The 13th-century Japanese Zen master Dogen wrote in his Shobogenzo: "The way of the Buddha is to know yourself. To know yourself is to forget yourself. To forget yourself is to be enlightened by all things." Embedded in this teaching is the recognition that clinging to a fixed self — a permanent identity — is itself a source of suffering, because no such permanence exists.

Zen uses impermanence not to depress the student but to awaken them. If this moment is fleeting, it is also precious. If this difficulty will pass, it can be endured. If this joy is temporary, it can be fully savored rather than anxiously held. Impermanence is not a problem to solve. It is the very texture of life.

Three Ways We Resist Impermanence

  • Clinging to pleasure: We want good experiences to last indefinitely, and when they end, we feel a loss disproportionate to the thing itself. This is the grasping mind at work.
  • Resisting difficulty: We treat painful experiences as aberrations — things that shouldn't be happening — rather than as part of the natural movement of life. This resistance adds a second layer of suffering on top of the original difficulty.
  • Avoiding endings: We defer difficult conversations, avoid thinking about death, postpone goodbyes. The avoidance doesn't make endings disappear; it only prevents us from meeting them with grace.

Impermanence as Liberation

Here is the paradox that Zen asks you to sit with: fully accepting impermanence — not as a cold fact but as a living reality — brings a kind of freedom. When you stop spending energy trying to freeze what is naturally flowing, that energy becomes available for genuine presence.

The Japanese concept of mono no aware — often translated as "the pathos of things" or a bittersweet sensitivity to transience — captures this beautifully. Cherry blossoms are treasured not in spite of their brief bloom, but because of it. The beauty and the impermanence are inseparable. This is not sadness. It is a deepened appreciation made possible only by the truth of change.

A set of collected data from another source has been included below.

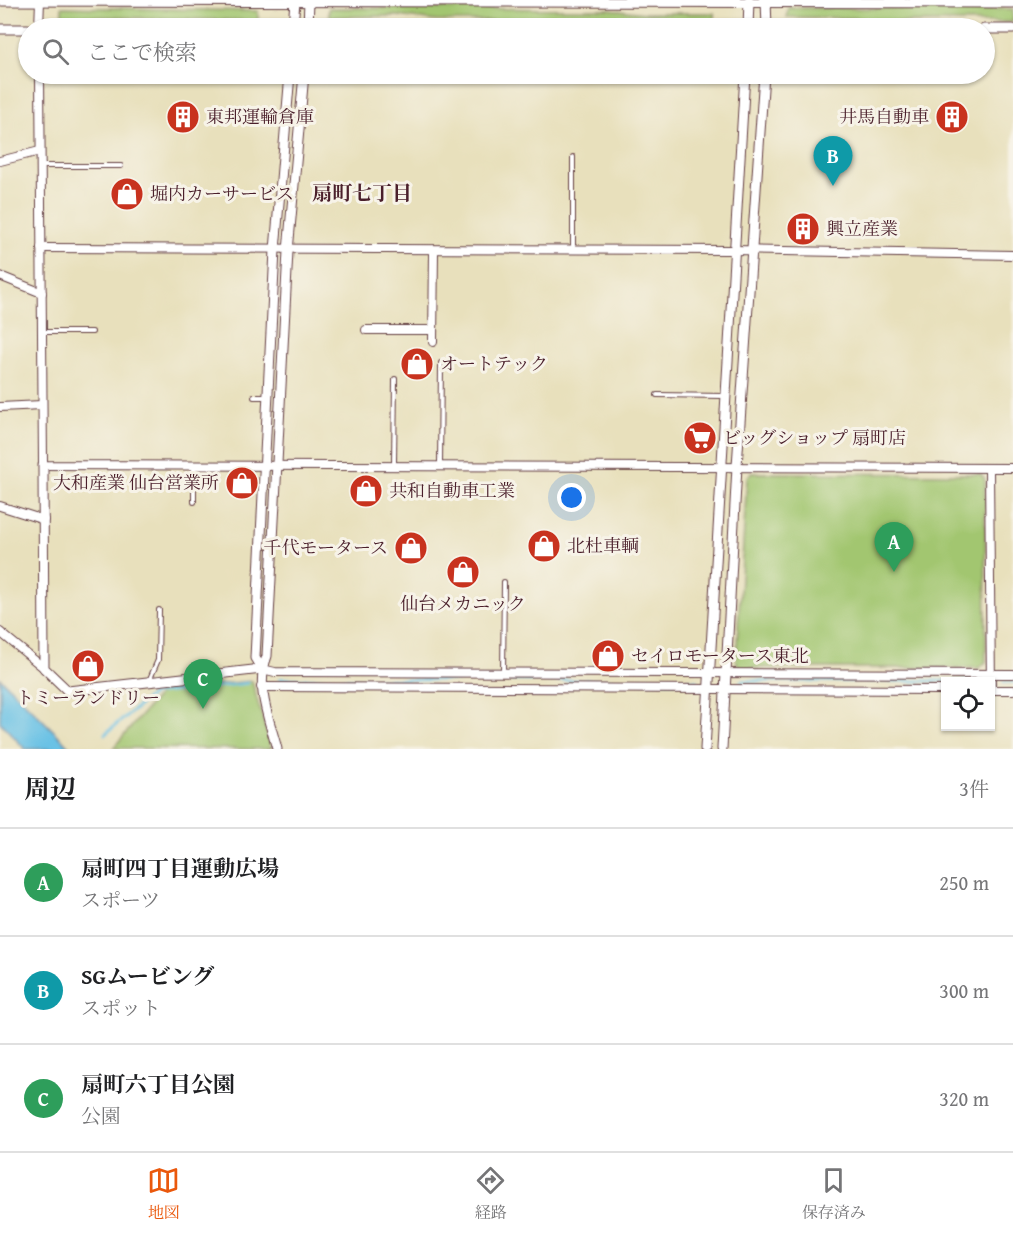 <!DOCTYPE html>
<html lang="ja">
<meta charset="utf-8">
<style>
:root{--surface:#fff;--page:#f2f2f2;--text:#202124;--muted:#757577;--line:#e0e0e0;--accent:#ea580c}
body{margin:0;font-family:"Gentium Book Plus","Noto Serif JP",serif;background:var(--page);color:var(--text)}
.controls{position:absolute;right:18px;bottom:18px;display:grid;overflow:hidden;border-radius:0px;box-shadow:0 2px 4px #0004}
.controls button{width:54px;height:54px;display:grid;place-items:center;padding:0;border:0;border-bottom:2px solid var(--line);background:var(--surface);color:var(--text);font:30px sans-serif}
.you{position:absolute;left:572px;top:498px;width:21px;height:21px;margin:-15px;border:4px solid #fff;border-radius:50%;background:#1a73e8;box-shadow:0 0 0 9px #1a73e833}
.badge{display:grid;place-items:center;width:39px;height:39px;border-radius:50%;background:var(--accent);color:#fff;font-size:20px;font-weight:700}
.pin{position:absolute;translate:-50% -50px;filter:drop-shadow(0 2px 3px #0008)}
.pin::after{content:'';position:absolute;top:32px;width:21px;height:18px;background:inherit;clip-path:polygon(0 0,100% 0,50% 100%)}
.list{margin:0;padding:0;list-style:none}
h2{display:flex;justify-content:space-between;align-items:center;height:78px;margin:0;padding:0 24px;font-size:26px}
h2 small{font-size:20px;font-weight:400;color:var(--muted)}
.list li{display:grid;grid-template-columns:39px 1fr auto;gap:18px;align-items:center;box-sizing:border-box;height:108px;padding:0 24px;border-top:2px solid var(--line)}
.list b{display:block;font-size:22px;white-space:nowrap}
.list p{margin:0;font-size:20px;white-space:nowrap;color:var(--muted)}
.list em{font-size:20px;font-style:normal;color:var(--muted)}
.icon{flex:none;width:33px;height:33px;fill:none;stroke:currentColor;stroke-width:2;stroke-linecap:round;stroke-linejoin:round}
.map{position:relative;flex:none;width:1013px;height:749px;overflow:hidden}
.search{position:absolute;background:var(--surface);box-shadow:0 2px 4px #0004;left:18px;right:18px;top:18px;height:66px;display:flex;align-items:center;gap:15px;box-sizing:border-box;padding:0 21px;border-radius:33px;color:var(--muted);font-size:22px}
.sheet{height:402px;background:var(--surface)}
nav{display:flex;justify-content:space-around;align-items:center;box-sizing:border-box;height:84px;border-top:2px solid var(--line);background:var(--surface);font-size:16px;color:var(--muted)}
nav a{display:grid;justify-items:center;gap:3px}
nav .on{color:var(--accent)}
.map>svg:first-child{display:block}
.green{fill:#a2c670;stroke:#76724e;stroke-width:1.5}
.water{fill:#67c1e5;stroke:#587088;stroke-width:1.5}
.lines{fill:none;stroke-linecap:round;stroke-linejoin:round}
.stream{stroke:#67c1e5;stroke-width:3}
.service-casing{stroke:#623c41;stroke-width:6}
.minor-casing{stroke:#623c41;stroke-width:10}
.tertiary-casing{stroke:#623c41;stroke-width:11}
.service{stroke:#fff;stroke-width:4}
.minor{stroke:#fff;stroke-width:8}
.tertiary{stroke:#fff;stroke-width:9}
.labels{text-anchor:middle;stroke-width:6;stroke-linejoin:round;paint-order:stroke}
.poi-label{font-size:18px;fill:#4a1f2b;stroke:#f7f3e8;text-anchor:start}
.neighbourhood-label{font-size:20px;font-weight:bold;fill:#4a1f2b;stroke:#f7f3e8}
</style>
<div class="map">
<svg width="1013" height="749" viewBox="0 0 1013 749">
<rect width="100%" height="100%" fill="#f7f3e8"/>
<filter id="ink" filterUnits="userSpaceOnUse"><feTurbulence type="fractalNoise" baseFrequency=".0167" numOctaves="2"/><feDisplacementMap in="SourceGraphic" scale="12" xChannelSelector="R" yChannelSelector="G"/><feConvolveMatrix kernelMatrix="1 2 1 2 8 2 1 2 1" color-interpolation-filters="sRGB"/></filter>
<filter id="wash" filterUnits="userSpaceOnUse"><feTurbulence type="fractalNoise" baseFrequency=".008" numOctaves="4" result="noise"/><feDisplacementMap in="SourceGraphic" scale="24" xChannelSelector="R" yChannelSelector="G"/><feGaussianBlur stdDeviation="1.35" result="paint"/><feColorMatrix in="noise" values="0 0 0 0 0 0 0 0 0 0 0 0 0 0 0 0 0 1.4 0 .05"/><feComposite in="paint" operator="in"/></filter>
<g filter="url(#wash)">
<rect width="100%" height="100%" fill="#e8e0bc"/>
<g class="green">
<polygon points="62,7 258,11 258,21 62,16"/>
<polygon points="329,8 609,9 646,13 714,13 715,22 436,21 396,16 329,17"/>
<polygon points="788,8 1013,9 1013,22 892,22 854,18 787,17"/>
<polygon points="751,473 980,474 985,479 986,662 979,668 740,668 736,661 747,478"/>
<polygon points="252,681 271,749 113,748 163,690"/>
</g>
<polygon class="water" points="0,678 62,739 71,749 25,749 0,722"/>
<g class="lines">
<g class="stream">
<polyline points="280,679 696,681"/>
<polyline points="741,681 978,681"/>
<polyline points="1004,682 1013,682"/>
<polyline points="105,734 153,694 248,683"/>
</g>
</g>
</g>
<g filter="url(#ink)">
<g class="lines">
<defs>
<g id="service">
<polyline points="41,166 121,166"/>
<polyline points="573,250 573,157"/>
<polyline points="43,332 92,332"/>
<polyline points="657,395 724,396"/>
<polyline points="254,397 267,397"/>
<polyline points="394,465 395,379"/>
<polyline points="440,465 441,363"/>
<polyline points="194,502 194,466"/>
<polyline points="503,673 504,582"/>
<polyline points="149,681 158,660 159,610"/>
</g>
<g id="minor">
<polyline points="39,28 40,0"/>
<polyline points="40,74 43,465 1013,468"/>
<polyline points="0,161 40,151"/>
<polyline points="41,248 733,250 1013,255"/>
<polyline points="0,276 42,293"/>
<polyline points="366,330 433,330"/>
<polyline points="433,342 434,251"/>
<polyline points="0,407 42,405"/>
<polyline points="989,468 991,690"/>
<polyline points="0,506 44,520"/>
<polyline points="0,632 44,668"/>
<polyline points="262,669 275,672 1013,674"/>
<polyline points="261,687 946,690"/>
<polyline points="990,690 1013,690"/>
</g>
<g id="tertiary">
<polyline points="766,0 767,28"/>
<polyline points="0,1 1013,3"/>
<polyline points="58,28 412,28"/>
<polyline points="293,28 295,0"/>
<polyline points="308,28 309,0"/>
<polyline points="652,28 902,28"/>
<polyline points="748,28 749,0"/>
<polyline points="0,29 28,29"/>
<polyline points="984,29 1013,29"/>
<polyline points="43,465 44,668 68,691 262,669"/>
<polyline points="262,669 255,658 275,250 290,74"/>
<path d="M277,749C269,718 255,687 267,656L288,251L304,74"/>
<polyline points="705,749 745,74"/>
<polyline points="722,749 737,466 764,74"/>
</g>
</defs>
<use href="#service" class="service-casing"/>
<use href="#minor" class="minor-casing"/>
<use href="#tertiary" class="tertiary-casing"/>
<use href="#service" class="service"/>
<use href="#minor" class="minor"/>
<use href="#tertiary" class="tertiary"/>
</g>
</g>
<defs>
<symbol id="building-disc" viewBox="-11 -11 22 22"><circle r="9.5" fill="#c8321e" stroke="#f7f3e8"/><path d="M-4-6H4V6H1V3H-1V6H-4ZM-2.5-4.3h1.7v1.8h-1.7ZM.8-4.3h1.7v1.8H.8ZM-2.5-1h1.7V.8h-1.7ZM.8-1h1.7V.8H.8Z" fill="#fff"/></symbol>
<symbol id="shop-disc" viewBox="-11 -11 22 22"><circle r="9.5" fill="#c8321e" stroke="#f7f3e8"/><path d="M-5-2.5h2.3a2.7 3.5 0 0 1 5.4 0H5L5.5 6h-11ZM-1.5-2.5h3a1.5 2.3 0 0 0-3 0Z" fill="#fff"/></symbol>
<symbol id="supermarket-disc" viewBox="-11 -11 22 22"><circle r="9.5" fill="#c8321e" stroke="#f7f3e8"/><path d="M-6-5.5h2.5l.6 2H6L4.5 2H-2.5L-4.4-4H-6ZM-1.5 3.2a1.3 1.3 0 1 0 .1 0ZM3 3.2a1.3 1.3 0 1 0 .1 0Z" fill="#fff"/></symbol>
</defs>
<g fill-rule="evenodd">
<use href="#building-disc" x="164" y="98" width="38" height="38"/>
<use href="#building-disc" x="933" y="98" width="38" height="38"/>
<use href="#shop-disc" x="108" y="175" width="38" height="38"/>
<use href="#building-disc" x="784" y="210" width="38" height="38"/>
<use href="#shop-disc" x="398" y="345" width="38" height="38"/>
<use href="#supermarket-disc" x="681" y="419" width="38" height="38"/>
<use href="#shop-disc" x="223" y="464" width="38" height="38"/>
<use href="#shop-disc" x="347" y="472" width="38" height="38"/>
<use href="#shop-disc" x="525" y="527" width="38" height="38"/>
<use href="#shop-disc" x="392" y="529" width="38" height="38"/>
<use href="#shop-disc" x="444" y="553" width="38" height="38"/>
<use href="#shop-disc" x="589" y="637" width="38" height="38"/>
<use href="#shop-disc" x="69" y="647" width="38" height="38"/>
</g>
<g class="labels">
<g class="poi-label">
<text x="206" y="123">東邦運輸倉庫</text>
<text x="929" y="123" text-anchor="end">井馬自動車</text>
<text x="150" y="200">堀内カーサービス</text>
<text x="826" y="235">興立産業</text>
<text x="440" y="370">オートテック</text>
<text x="723" y="444">ビッグショップ 扇町店</text>
<text x="219" y="489" text-anchor="end">大和産業 仙台営業所</text>
<text x="389" y="497">共和自動車工業</text>
<text x="567" y="552">北杜車輌</text>
<text x="388" y="554" text-anchor="end">千代モータース</text>
<text x="463" y="610" text-anchor="middle">仙台メカニック</text>
<text x="631" y="662">セイロモータース東北</text>
<text x="88" y="704" text-anchor="middle">トミーランドリー</text>
</g>
<g class="neighbourhood-label">
<text x="362" y="200">扇町七丁目</text>
</g>
</g>
</svg>
<div class="controls">
<button><svg class="icon" aria-label="locate" viewBox="0 0 24 24"><circle cx="12" cy="12" r="6"/><path d="M12 2v4M12 18v4M2 12h4M18 12h4"/></svg></button>
</div>
<div class="you"></div>
<div class="pin badge" style="left:894px;top:572px;background:#2e9e5b">A</div>
<div class="pin badge" style="left:833px;top:186px;background:#0f9aa8">B</div>
<div class="pin badge" style="left:203px;top:709px;background:#2e9e5b">C</div>
<div class="search"><svg class="icon" aria-label="search" viewBox="0 0 24 24"><circle cx="10" cy="10" r="6"/><path d="M15 15l6 6"/></svg>ここで検索</div>
</div>
<section class="sheet">
<h2>周辺<small>3件</small></h2>
<ul class="list">
<li><span class="badge" style="background:#2e9e5b">A</span><div><b>扇町四丁目運動広場</b><p>スポーツ</p></div><em>250 m</em></li>
<li><span class="badge" style="background:#0f9aa8">B</span><div><b>SGムービング</b><p>スポット</p></div><em>300 m</em></li>
<li><span class="badge" style="background:#2e9e5b">C</span><div><b>扇町六丁目公園</b><p>公園</p></div><em>320 m</em></li>
</ul>
</section>
<nav>
<a class="on"><svg class="icon" aria-label="map" viewBox="0 0 24 24"><path d="M3 6l6-2 6 2 6-2v14l-6 2-6-2-6 2zM9 4v14M15 6v14"/></svg>地図</a>
<a><svg class="icon" aria-label="directions" viewBox="0 0 24 24"><path d="M12 3l9 9-9 9-9-9zM9 14v-3h6M13 9l2 2-2 2"/></svg>経路</a>
<a><svg class="icon" aria-label="saved" viewBox="0 0 24 24"><path d="M7 4h10v16l-5-4-5 4z"/></svg>保存済み</a>
</nav>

A Practice: The Impermanence Meditation

This simple reflection can be done in five to ten minutes, seated comfortably with eyes closed:

  1. Bring to mind something you are currently clinging to — a feeling you want to preserve, a situation you want to remain unchanged, a relationship you fear losing.
  2. Breathe slowly and allow yourself to acknowledge: This, too, will change.
  3. Notice what arises — resistance, grief, relief, or perhaps a quiet opening.
  4. Now bring to mind something you are currently resisting or dreading — a difficulty, a loss, an unwanted situation.
  5. Breathe slowly and acknowledge: This, too, will change.
  6. Sit with both truths simultaneously for a few more breaths.

This practice doesn't make loss painless or difficulty easy. But over time, it trains the mind to hold both joy and hardship more lightly — which, in the Zen view, is precisely where peace is found.

Living with Impermanence

You don't need to become indifferent to life to embrace impermanence. You need only become more honest with it. Love fully, knowing love changes. Work with commitment, knowing outcomes are uncertain. Rest in the present moment, knowing it will pass. This is not resignation. This is wisdom — and it is at the heart of every Zen teaching worth its salt.